-- Work request --
Look below for the line holding "ring tip: (443, 341)" and the line holding "ring dip: (217, 150)". Transcribe exactly those lines and all lines between them, nothing more.

-- Source data --
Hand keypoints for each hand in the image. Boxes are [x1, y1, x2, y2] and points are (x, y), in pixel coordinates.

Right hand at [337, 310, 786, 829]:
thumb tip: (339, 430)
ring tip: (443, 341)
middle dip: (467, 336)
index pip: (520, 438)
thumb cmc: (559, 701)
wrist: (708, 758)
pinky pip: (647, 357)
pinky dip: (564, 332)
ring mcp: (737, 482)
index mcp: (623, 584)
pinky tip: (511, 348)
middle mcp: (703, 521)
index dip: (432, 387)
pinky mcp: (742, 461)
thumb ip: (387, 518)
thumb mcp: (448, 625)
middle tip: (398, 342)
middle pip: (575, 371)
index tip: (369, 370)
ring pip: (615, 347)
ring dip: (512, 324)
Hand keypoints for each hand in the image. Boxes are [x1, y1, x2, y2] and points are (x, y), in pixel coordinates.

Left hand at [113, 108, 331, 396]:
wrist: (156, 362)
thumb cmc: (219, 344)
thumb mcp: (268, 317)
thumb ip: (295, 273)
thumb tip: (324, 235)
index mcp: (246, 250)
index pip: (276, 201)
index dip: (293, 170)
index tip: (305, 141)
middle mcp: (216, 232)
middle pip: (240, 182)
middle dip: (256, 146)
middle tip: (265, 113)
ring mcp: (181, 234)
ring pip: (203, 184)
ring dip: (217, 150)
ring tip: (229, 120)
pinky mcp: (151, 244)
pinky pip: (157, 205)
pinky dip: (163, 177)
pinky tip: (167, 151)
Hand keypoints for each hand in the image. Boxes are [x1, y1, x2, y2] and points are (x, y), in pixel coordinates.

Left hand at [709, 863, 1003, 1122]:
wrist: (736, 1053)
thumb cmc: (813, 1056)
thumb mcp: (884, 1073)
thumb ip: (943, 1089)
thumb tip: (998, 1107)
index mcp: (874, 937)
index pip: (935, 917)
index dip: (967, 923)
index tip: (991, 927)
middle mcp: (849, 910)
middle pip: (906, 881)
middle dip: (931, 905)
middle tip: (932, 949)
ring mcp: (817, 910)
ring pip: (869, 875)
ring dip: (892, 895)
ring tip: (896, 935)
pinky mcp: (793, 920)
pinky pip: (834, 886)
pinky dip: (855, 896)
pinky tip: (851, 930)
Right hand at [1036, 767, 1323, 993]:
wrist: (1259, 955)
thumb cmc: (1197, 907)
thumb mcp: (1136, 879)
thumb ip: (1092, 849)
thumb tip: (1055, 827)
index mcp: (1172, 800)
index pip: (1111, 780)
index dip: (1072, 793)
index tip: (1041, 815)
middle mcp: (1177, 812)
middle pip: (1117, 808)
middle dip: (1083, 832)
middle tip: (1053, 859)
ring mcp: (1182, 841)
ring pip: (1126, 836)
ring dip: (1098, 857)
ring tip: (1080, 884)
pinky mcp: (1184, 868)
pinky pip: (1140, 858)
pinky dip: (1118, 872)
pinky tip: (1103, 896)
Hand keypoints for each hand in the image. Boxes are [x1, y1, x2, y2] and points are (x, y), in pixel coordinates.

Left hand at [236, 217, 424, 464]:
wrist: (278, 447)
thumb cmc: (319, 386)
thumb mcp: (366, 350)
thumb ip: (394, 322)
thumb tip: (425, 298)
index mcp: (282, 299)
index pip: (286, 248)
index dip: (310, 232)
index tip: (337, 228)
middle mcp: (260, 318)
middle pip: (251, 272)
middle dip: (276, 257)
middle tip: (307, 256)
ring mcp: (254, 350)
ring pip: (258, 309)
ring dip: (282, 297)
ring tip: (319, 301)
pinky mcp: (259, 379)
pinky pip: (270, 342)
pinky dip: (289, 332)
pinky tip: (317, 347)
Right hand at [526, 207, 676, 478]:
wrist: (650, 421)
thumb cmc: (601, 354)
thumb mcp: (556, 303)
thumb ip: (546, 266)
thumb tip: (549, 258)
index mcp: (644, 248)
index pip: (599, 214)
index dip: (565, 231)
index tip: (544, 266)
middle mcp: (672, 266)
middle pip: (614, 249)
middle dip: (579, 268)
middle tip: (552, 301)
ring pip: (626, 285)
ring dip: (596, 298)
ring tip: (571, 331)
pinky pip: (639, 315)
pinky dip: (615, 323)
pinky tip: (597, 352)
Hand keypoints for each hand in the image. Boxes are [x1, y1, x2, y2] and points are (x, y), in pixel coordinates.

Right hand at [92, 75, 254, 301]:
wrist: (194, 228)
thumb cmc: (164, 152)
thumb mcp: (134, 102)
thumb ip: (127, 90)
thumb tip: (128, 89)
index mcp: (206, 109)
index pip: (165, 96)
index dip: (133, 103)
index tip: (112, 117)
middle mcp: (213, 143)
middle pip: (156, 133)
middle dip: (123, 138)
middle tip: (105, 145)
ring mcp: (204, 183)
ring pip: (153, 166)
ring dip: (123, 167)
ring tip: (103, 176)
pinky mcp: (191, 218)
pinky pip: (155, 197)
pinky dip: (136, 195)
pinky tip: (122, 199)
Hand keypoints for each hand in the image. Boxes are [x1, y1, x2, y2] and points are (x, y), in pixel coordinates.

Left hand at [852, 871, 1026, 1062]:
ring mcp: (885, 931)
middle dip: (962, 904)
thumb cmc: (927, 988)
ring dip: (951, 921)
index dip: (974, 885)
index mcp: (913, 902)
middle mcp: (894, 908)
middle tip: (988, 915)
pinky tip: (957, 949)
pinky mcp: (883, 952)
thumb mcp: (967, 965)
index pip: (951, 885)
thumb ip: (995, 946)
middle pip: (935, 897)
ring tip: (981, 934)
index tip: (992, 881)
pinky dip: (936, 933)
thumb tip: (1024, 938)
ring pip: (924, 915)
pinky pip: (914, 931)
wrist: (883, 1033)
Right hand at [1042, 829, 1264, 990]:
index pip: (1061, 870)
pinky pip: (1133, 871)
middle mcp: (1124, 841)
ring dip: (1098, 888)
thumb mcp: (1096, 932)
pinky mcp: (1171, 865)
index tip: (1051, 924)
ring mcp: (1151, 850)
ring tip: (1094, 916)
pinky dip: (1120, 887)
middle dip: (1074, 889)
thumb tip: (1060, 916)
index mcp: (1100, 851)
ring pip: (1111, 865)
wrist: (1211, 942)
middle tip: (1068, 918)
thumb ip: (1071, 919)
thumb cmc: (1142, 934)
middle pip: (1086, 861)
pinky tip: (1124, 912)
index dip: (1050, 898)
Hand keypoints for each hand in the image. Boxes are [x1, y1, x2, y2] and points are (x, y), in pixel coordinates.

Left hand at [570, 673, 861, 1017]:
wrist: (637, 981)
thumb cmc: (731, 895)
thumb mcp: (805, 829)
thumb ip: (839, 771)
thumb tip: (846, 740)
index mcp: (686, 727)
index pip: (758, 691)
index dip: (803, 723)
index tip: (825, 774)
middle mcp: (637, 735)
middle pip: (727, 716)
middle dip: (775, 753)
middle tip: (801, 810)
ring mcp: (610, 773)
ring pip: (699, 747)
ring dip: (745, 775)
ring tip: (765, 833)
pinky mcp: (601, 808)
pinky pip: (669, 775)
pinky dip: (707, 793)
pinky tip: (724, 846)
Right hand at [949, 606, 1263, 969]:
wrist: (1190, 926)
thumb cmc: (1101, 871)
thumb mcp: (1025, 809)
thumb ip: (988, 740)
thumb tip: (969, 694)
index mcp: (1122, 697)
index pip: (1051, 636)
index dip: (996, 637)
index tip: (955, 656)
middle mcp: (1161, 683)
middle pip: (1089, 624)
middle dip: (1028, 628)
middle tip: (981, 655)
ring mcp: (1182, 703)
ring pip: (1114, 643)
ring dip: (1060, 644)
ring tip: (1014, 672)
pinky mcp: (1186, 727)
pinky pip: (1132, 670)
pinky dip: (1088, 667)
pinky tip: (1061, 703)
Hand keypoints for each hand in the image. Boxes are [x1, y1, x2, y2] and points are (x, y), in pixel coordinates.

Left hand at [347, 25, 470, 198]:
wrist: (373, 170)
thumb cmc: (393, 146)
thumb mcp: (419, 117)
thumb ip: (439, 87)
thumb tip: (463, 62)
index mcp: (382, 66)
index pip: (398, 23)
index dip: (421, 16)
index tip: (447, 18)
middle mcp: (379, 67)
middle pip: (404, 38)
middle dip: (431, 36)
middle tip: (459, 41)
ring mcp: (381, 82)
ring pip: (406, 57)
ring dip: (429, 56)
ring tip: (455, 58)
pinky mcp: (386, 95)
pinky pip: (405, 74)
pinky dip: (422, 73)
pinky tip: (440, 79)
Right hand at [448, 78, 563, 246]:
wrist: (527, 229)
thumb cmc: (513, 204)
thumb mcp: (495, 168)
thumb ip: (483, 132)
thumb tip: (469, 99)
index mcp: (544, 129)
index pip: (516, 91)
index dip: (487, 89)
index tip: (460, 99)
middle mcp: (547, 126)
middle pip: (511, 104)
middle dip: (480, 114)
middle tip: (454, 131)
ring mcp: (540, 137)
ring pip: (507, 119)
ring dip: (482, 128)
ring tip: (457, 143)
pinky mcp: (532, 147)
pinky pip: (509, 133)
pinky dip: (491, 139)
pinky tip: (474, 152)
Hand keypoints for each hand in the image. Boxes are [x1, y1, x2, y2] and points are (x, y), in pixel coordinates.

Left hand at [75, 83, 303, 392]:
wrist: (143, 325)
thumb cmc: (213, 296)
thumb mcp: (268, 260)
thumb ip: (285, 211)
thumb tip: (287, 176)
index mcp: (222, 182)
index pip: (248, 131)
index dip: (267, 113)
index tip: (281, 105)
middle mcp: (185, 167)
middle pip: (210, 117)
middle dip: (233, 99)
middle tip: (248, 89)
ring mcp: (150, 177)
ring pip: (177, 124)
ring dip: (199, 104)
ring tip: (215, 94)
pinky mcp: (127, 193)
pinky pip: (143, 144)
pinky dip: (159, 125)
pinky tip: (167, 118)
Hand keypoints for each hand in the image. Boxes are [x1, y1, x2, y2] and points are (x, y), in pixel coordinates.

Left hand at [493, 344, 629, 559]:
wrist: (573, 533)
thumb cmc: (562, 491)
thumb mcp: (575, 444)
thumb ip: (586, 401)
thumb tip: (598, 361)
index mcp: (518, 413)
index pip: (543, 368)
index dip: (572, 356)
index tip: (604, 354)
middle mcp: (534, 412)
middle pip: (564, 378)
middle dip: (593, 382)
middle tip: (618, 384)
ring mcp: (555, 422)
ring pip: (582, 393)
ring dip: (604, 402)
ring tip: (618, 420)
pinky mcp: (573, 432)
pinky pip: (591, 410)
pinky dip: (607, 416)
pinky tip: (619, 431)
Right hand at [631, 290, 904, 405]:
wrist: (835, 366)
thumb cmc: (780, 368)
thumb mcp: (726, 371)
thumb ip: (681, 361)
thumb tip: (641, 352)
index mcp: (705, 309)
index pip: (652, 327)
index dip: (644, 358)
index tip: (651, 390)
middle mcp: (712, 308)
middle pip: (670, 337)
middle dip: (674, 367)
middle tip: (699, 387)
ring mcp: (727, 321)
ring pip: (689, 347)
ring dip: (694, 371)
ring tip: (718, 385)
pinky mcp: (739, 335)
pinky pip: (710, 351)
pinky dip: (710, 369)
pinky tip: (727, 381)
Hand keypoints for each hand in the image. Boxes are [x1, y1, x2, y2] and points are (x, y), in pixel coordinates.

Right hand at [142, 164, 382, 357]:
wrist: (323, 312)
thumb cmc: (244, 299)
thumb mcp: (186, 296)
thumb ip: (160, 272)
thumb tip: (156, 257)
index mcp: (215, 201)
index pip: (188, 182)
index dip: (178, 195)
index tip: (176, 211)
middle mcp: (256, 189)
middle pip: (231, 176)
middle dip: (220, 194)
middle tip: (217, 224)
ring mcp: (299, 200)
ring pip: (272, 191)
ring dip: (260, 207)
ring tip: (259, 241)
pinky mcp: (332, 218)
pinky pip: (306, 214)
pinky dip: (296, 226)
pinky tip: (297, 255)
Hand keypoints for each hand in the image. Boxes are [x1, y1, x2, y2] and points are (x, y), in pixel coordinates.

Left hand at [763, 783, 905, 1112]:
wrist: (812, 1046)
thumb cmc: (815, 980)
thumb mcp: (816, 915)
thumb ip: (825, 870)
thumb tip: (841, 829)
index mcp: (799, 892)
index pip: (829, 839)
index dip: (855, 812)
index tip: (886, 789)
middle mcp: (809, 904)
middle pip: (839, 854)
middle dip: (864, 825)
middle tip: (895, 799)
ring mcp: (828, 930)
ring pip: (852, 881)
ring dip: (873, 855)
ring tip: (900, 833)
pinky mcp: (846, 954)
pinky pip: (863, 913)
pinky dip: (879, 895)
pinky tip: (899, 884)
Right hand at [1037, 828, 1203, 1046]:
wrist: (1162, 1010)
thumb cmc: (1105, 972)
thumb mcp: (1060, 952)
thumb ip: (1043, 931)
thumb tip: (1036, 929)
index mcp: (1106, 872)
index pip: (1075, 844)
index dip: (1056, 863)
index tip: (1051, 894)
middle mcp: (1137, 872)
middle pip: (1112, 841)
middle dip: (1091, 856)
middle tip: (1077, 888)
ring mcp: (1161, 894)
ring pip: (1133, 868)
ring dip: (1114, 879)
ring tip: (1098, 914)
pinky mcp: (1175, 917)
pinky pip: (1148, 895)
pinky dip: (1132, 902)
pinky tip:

-- Written answer --
ring tip: (443, 341)
middle dip: (467, 336)
index pip: (520, 438)
thumb cmc: (559, 701)
wrist: (708, 758)
pinky pip: (647, 357)
pinky dip: (564, 332)
ring mcp: (737, 482)
index mcp: (623, 584)
pinky tip: (511, 348)
middle mcp: (703, 521)
index dip: (432, 387)
pinky mcp: (742, 461)
thumb ip: (387, 518)
thumb mcp: (448, 625)
middle tip: (398, 342)
middle pip: (575, 371)
index tip: (369, 370)
ring pip: (615, 347)
ring dip: (512, 324)
Hand keypoints for each hand in the image. Boxes are [x1, y1, x2, y2] and points are (x, y), in pixel coordinates.

Left hand at [113, 108, 331, 396]:
wrist: (156, 362)
thumb cmc: (219, 344)
thumb mcp: (268, 317)
thumb ip: (295, 273)
thumb tip: (324, 235)
index mcp: (246, 250)
index pip: (276, 201)
index dip: (293, 170)
index tip: (305, 141)
middle mcp: (216, 232)
middle pip: (240, 182)
middle dip: (256, 146)
middle tip: (265, 113)
ring mcp: (181, 234)
ring pip: (203, 184)
ring dip: (217, 150)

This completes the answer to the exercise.